Exercise materials:

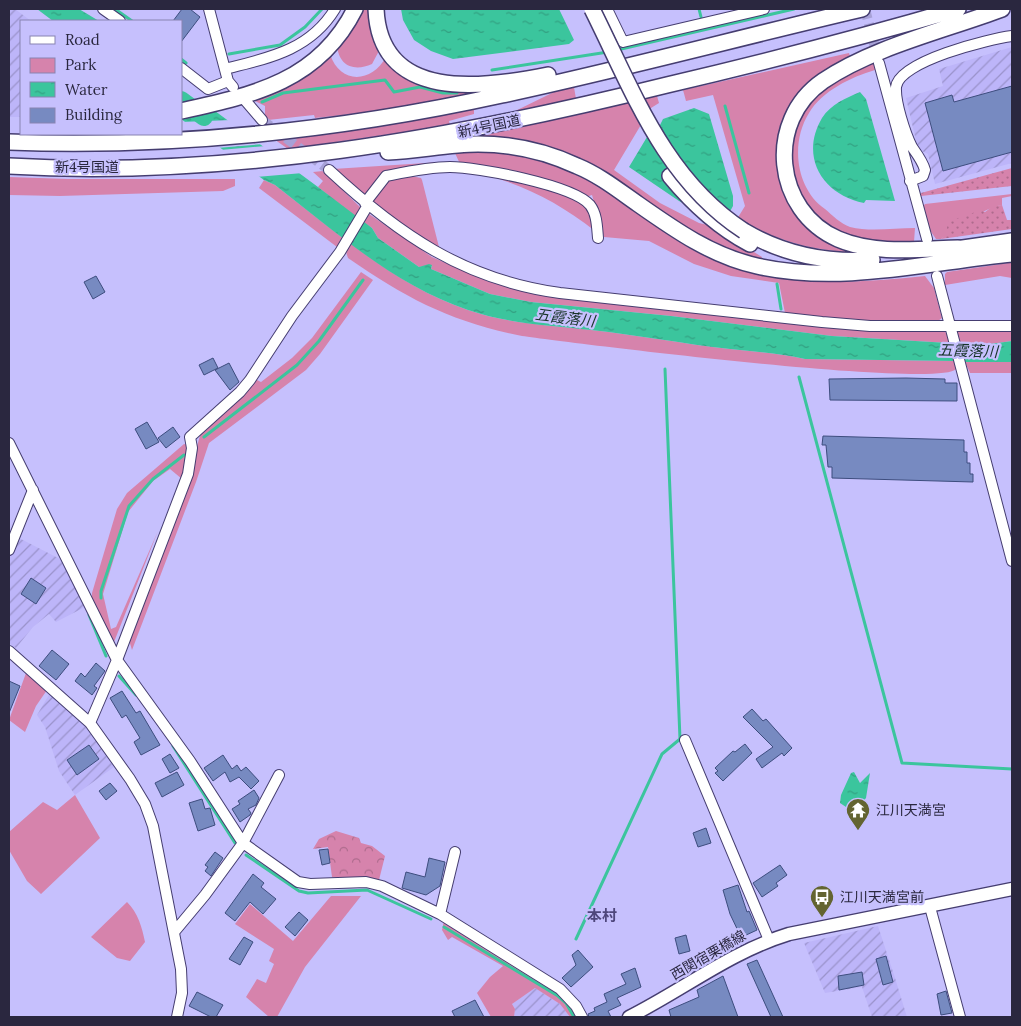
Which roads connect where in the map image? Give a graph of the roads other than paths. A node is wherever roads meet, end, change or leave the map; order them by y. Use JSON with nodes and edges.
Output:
{"nodes":[{"id":1,"x":103,"y":9,"type":"edge"},
{"id":2,"x":209,"y":9,"type":"edge"},
{"id":3,"x":335,"y":9,"type":"edge"},
{"id":4,"x":355,"y":9,"type":"edge"},
{"id":5,"x":376,"y":9,"type":"edge"},
{"id":6,"x":582,"y":9,"type":"edge"},
{"id":7,"x":592,"y":9,"type":"edge"},
{"id":8,"x":606,"y":9,"type":"edge"},
{"id":9,"x":764,"y":9,"type":"edge"},
{"id":10,"x":862,"y":9,"type":"edge"},
{"id":11,"x":958,"y":9,"type":"edge"},
{"id":12,"x":1002,"y":9,"type":"edge"},
{"id":13,"x":119,"y":20,"type":"edge"},
{"id":14,"x":771,"y":30,"type":"junction"},
{"id":15,"x":1012,"y":36,"type":"edge"},
{"id":16,"x":879,"y":63,"type":"tunnel mouth"},
{"id":17,"x":182,"y":69,"type":"edge"},
{"id":18,"x":226,"y":69,"type":"junction"},
{"id":19,"x":244,"y":99,"type":"dead end"},
{"id":20,"x":182,"y":111,"type":"edge"},
{"id":21,"x":263,"y":126,"type":"junction"},
{"id":22,"x":9,"y":142,"type":"edge"},
{"id":23,"x":294,"y":155,"type":"junction"},
{"id":24,"x":9,"y":166,"type":"edge"},
{"id":25,"x":329,"y":170,"type":"tunnel mouth"},
{"id":26,"x":910,"y":181,"type":"junction"},
{"id":27,"x":365,"y":208,"type":"junction"},
{"id":28,"x":741,"y":235,"type":"junction"},
{"id":29,"x":598,"y":238,"type":"dead end"},
{"id":30,"x":927,"y":240,"type":"dead end"},
{"id":31,"x":1012,"y":240,"type":"edge"},
{"id":32,"x":958,"y":248,"type":"junction"},
{"id":33,"x":1012,"y":254,"type":"edge"},
{"id":34,"x":860,"y":271,"type":"junction"},
{"id":35,"x":937,"y":276,"type":"dead end"},
{"id":36,"x":1012,"y":326,"type":"edge"},
{"id":37,"x":950,"y":330,"type":"junction"},
{"id":38,"x":9,"y":443,"type":"edge"},
{"id":39,"x":33,"y":490,"type":"junction"},
{"id":40,"x":9,"y":550,"type":"edge"},
{"id":41,"x":1012,"y":561,"type":"edge"},
{"id":42,"x":9,"y":652,"type":"edge"},
{"id":43,"x":118,"y":660,"type":"junction"},
{"id":44,"x":90,"y":722,"type":"junction"},
{"id":45,"x":685,"y":740,"type":"dead end"},
{"id":46,"x":279,"y":775,"type":"dead end"},
{"id":47,"x":243,"y":843,"type":"junction"},
{"id":48,"x":455,"y":852,"type":"dead end"},
{"id":49,"x":1012,"y":889,"type":"edge"},
{"id":50,"x":930,"y":907,"type":"junction"},
{"id":51,"x":440,"y":914,"type":"junction"},
{"id":52,"x":174,"y":931,"type":"junction"},
{"id":53,"x":769,"y":940,"type":"junction"},
{"id":54,"x":177,"y":1017,"type":"edge"},
{"id":55,"x":582,"y":1017,"type":"edge"},
{"id":56,"x":629,"y":1017,"type":"edge"},
{"id":57,"x":960,"y":1017,"type":"edge"}],
"edges":[{"from":1,"to":13,"type":"street"},
{"from":2,"to":18,"type":"street"},
{"from":3,"to":18,"type":"street"},
{"from":4,"to":20,"type":"highway"},
{"from":5,"to":14,"type":"highway"},
{"from":6,"to":28,"type":"highway"},
{"from":7,"to":28,"type":"highway","bridge":true},
{"from":8,"to":9,"type":"street"},
{"from":10,"to":14,"type":"highway","name":"新4号国道"},
{"from":11,"to":23,"type":"highway","name":"新4号国道"},
{"from":12,"to":32,"type":"highway"},
{"from":14,"to":21,"type":"highway","name":"新4号国道"},
{"from":15,"to":26,"type":"street"},
{"from":16,"to":26,"type":"street"},
{"from":17,"to":18,"type":"street"},
{"from":19,"to":21,"type":"street"},
{"from":21,"to":22,"type":"highway","name":"新4号国道"},
{"from":23,"to":24,"type":"highway","name":"新4号国道"},
{"from":23,"to":34,"type":"highway"},
{"from":25,"to":27,"type":"street"},
{"from":26,"to":30,"type":"street"},
{"from":27,"to":29,"type":"street"},
{"from":27,"to":37,"type":"street"},
{"from":27,"to":43,"type":"street"},
{"from":28,"to":32,"type":"highway"},
{"from":28,"to":34,"type":"highway"},
{"from":31,"to":32,"type":"highway"},
{"from":33,"to":34,"type":"highway"},
{"from":35,"to":37,"type":"street"},
{"from":36,"to":37,"type":"street"},
{"from":37,"to":41,"type":"street"},
{"from":38,"to":39,"type":"street"},
{"from":39,"to":40,"type":"street"},
{"from":39,"to":43,"type":"street"},
{"from":42,"to":44,"type":"street"},
{"from":43,"to":44,"type":"street"},
{"from":43,"to":47,"type":"street"},
{"from":44,"to":52,"type":"street"},
{"from":45,"to":53,"type":"street"},
{"from":46,"to":47,"type":"street"},
{"from":47,"to":51,"type":"street"},
{"from":47,"to":52,"type":"street"},
{"from":48,"to":51,"type":"street"},
{"from":49,"to":50,"type":"main road","name":"西関宿栗橋線"},
{"from":50,"to":53,"type":"main road","name":"西関宿栗橋線"},
{"from":50,"to":57,"type":"street"},
{"from":51,"to":55,"type":"street"},
{"from":52,"to":54,"type":"street"},
{"from":53,"to":56,"type":"main road","name":"西関宿栗橋線"}]}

What you are asked to do:
Pictures aside, repeat every entry exactly as written.

Reply:
Which roads connect where in the map image? Give a graph of the roads other than paths. A node is wherever roads meet, end, change or leave the map; order them by y. Use JSON with nodes and edges.
Output:
{"nodes":[{"id":1,"x":103,"y":9,"type":"edge"},
{"id":2,"x":209,"y":9,"type":"edge"},
{"id":3,"x":335,"y":9,"type":"edge"},
{"id":4,"x":355,"y":9,"type":"edge"},
{"id":5,"x":376,"y":9,"type":"edge"},
{"id":6,"x":582,"y":9,"type":"edge"},
{"id":7,"x":592,"y":9,"type":"edge"},
{"id":8,"x":606,"y":9,"type":"edge"},
{"id":9,"x":764,"y":9,"type":"edge"},
{"id":10,"x":862,"y":9,"type":"edge"},
{"id":11,"x":958,"y":9,"type":"edge"},
{"id":12,"x":1002,"y":9,"type":"edge"},
{"id":13,"x":119,"y":20,"type":"edge"},
{"id":14,"x":771,"y":30,"type":"junction"},
{"id":15,"x":1012,"y":36,"type":"edge"},
{"id":16,"x":879,"y":63,"type":"tunnel mouth"},
{"id":17,"x":182,"y":69,"type":"edge"},
{"id":18,"x":226,"y":69,"type":"junction"},
{"id":19,"x":244,"y":99,"type":"dead end"},
{"id":20,"x":182,"y":111,"type":"edge"},
{"id":21,"x":263,"y":126,"type":"junction"},
{"id":22,"x":9,"y":142,"type":"edge"},
{"id":23,"x":294,"y":155,"type":"junction"},
{"id":24,"x":9,"y":166,"type":"edge"},
{"id":25,"x":329,"y":170,"type":"tunnel mouth"},
{"id":26,"x":910,"y":181,"type":"junction"},
{"id":27,"x":365,"y":208,"type":"junction"},
{"id":28,"x":741,"y":235,"type":"junction"},
{"id":29,"x":598,"y":238,"type":"dead end"},
{"id":30,"x":927,"y":240,"type":"dead end"},
{"id":31,"x":1012,"y":240,"type":"edge"},
{"id":32,"x":958,"y":248,"type":"junction"},
{"id":33,"x":1012,"y":254,"type":"edge"},
{"id":34,"x":860,"y":271,"type":"junction"},
{"id":35,"x":937,"y":276,"type":"dead end"},
{"id":36,"x":1012,"y":326,"type":"edge"},
{"id":37,"x":950,"y":330,"type":"junction"},
{"id":38,"x":9,"y":443,"type":"edge"},
{"id":39,"x":33,"y":490,"type":"junction"},
{"id":40,"x":9,"y":550,"type":"edge"},
{"id":41,"x":1012,"y":561,"type":"edge"},
{"id":42,"x":9,"y":652,"type":"edge"},
{"id":43,"x":118,"y":660,"type":"junction"},
{"id":44,"x":90,"y":722,"type":"junction"},
{"id":45,"x":685,"y":740,"type":"dead end"},
{"id":46,"x":279,"y":775,"type":"dead end"},
{"id":47,"x":243,"y":843,"type":"junction"},
{"id":48,"x":455,"y":852,"type":"dead end"},
{"id":49,"x":1012,"y":889,"type":"edge"},
{"id":50,"x":930,"y":907,"type":"junction"},
{"id":51,"x":440,"y":914,"type":"junction"},
{"id":52,"x":174,"y":931,"type":"junction"},
{"id":53,"x":769,"y":940,"type":"junction"},
{"id":54,"x":177,"y":1017,"type":"edge"},
{"id":55,"x":582,"y":1017,"type":"edge"},
{"id":56,"x":629,"y":1017,"type":"edge"},
{"id":57,"x":960,"y":1017,"type":"edge"}],
"edges":[{"from":1,"to":13,"type":"street"},
{"from":2,"to":18,"type":"street"},
{"from":3,"to":18,"type":"street"},
{"from":4,"to":20,"type":"highway"},
{"from":5,"to":14,"type":"highway"},
{"from":6,"to":28,"type":"highway"},
{"from":7,"to":28,"type":"highway","bridge":true},
{"from":8,"to":9,"type":"street"},
{"from":10,"to":14,"type":"highway","name":"新4号国道"},
{"from":11,"to":23,"type":"highway","name":"新4号国道"},
{"from":12,"to":32,"type":"highway"},
{"from":14,"to":21,"type":"highway","name":"新4号国道"},
{"from":15,"to":26,"type":"street"},
{"from":16,"to":26,"type":"street"},
{"from":17,"to":18,"type":"street"},
{"from":19,"to":21,"type":"street"},
{"from":21,"to":22,"type":"highway","name":"新4号国道"},
{"from":23,"to":24,"type":"highway","name":"新4号国道"},
{"from":23,"to":34,"type":"highway"},
{"from":25,"to":27,"type":"street"},
{"from":26,"to":30,"type":"street"},
{"from":27,"to":29,"type":"street"},
{"from":27,"to":37,"type":"street"},
{"from":27,"to":43,"type":"street"},
{"from":28,"to":32,"type":"highway"},
{"from":28,"to":34,"type":"highway"},
{"from":31,"to":32,"type":"highway"},
{"from":33,"to":34,"type":"highway"},
{"from":35,"to":37,"type":"street"},
{"from":36,"to":37,"type":"street"},
{"from":37,"to":41,"type":"street"},
{"from":38,"to":39,"type":"street"},
{"from":39,"to":40,"type":"street"},
{"from":39,"to":43,"type":"street"},
{"from":42,"to":44,"type":"street"},
{"from":43,"to":44,"type":"street"},
{"from":43,"to":47,"type":"street"},
{"from":44,"to":52,"type":"street"},
{"from":45,"to":53,"type":"street"},
{"from":46,"to":47,"type":"street"},
{"from":47,"to":51,"type":"street"},
{"from":47,"to":52,"type":"street"},
{"from":48,"to":51,"type":"street"},
{"from":49,"to":50,"type":"main road","name":"西関宿栗橋線"},
{"from":50,"to":53,"type":"main road","name":"西関宿栗橋線"},
{"from":50,"to":57,"type":"street"},
{"from":51,"to":55,"type":"street"},
{"from":52,"to":54,"type":"street"},
{"from":53,"to":56,"type":"main road","name":"西関宿栗橋線"}]}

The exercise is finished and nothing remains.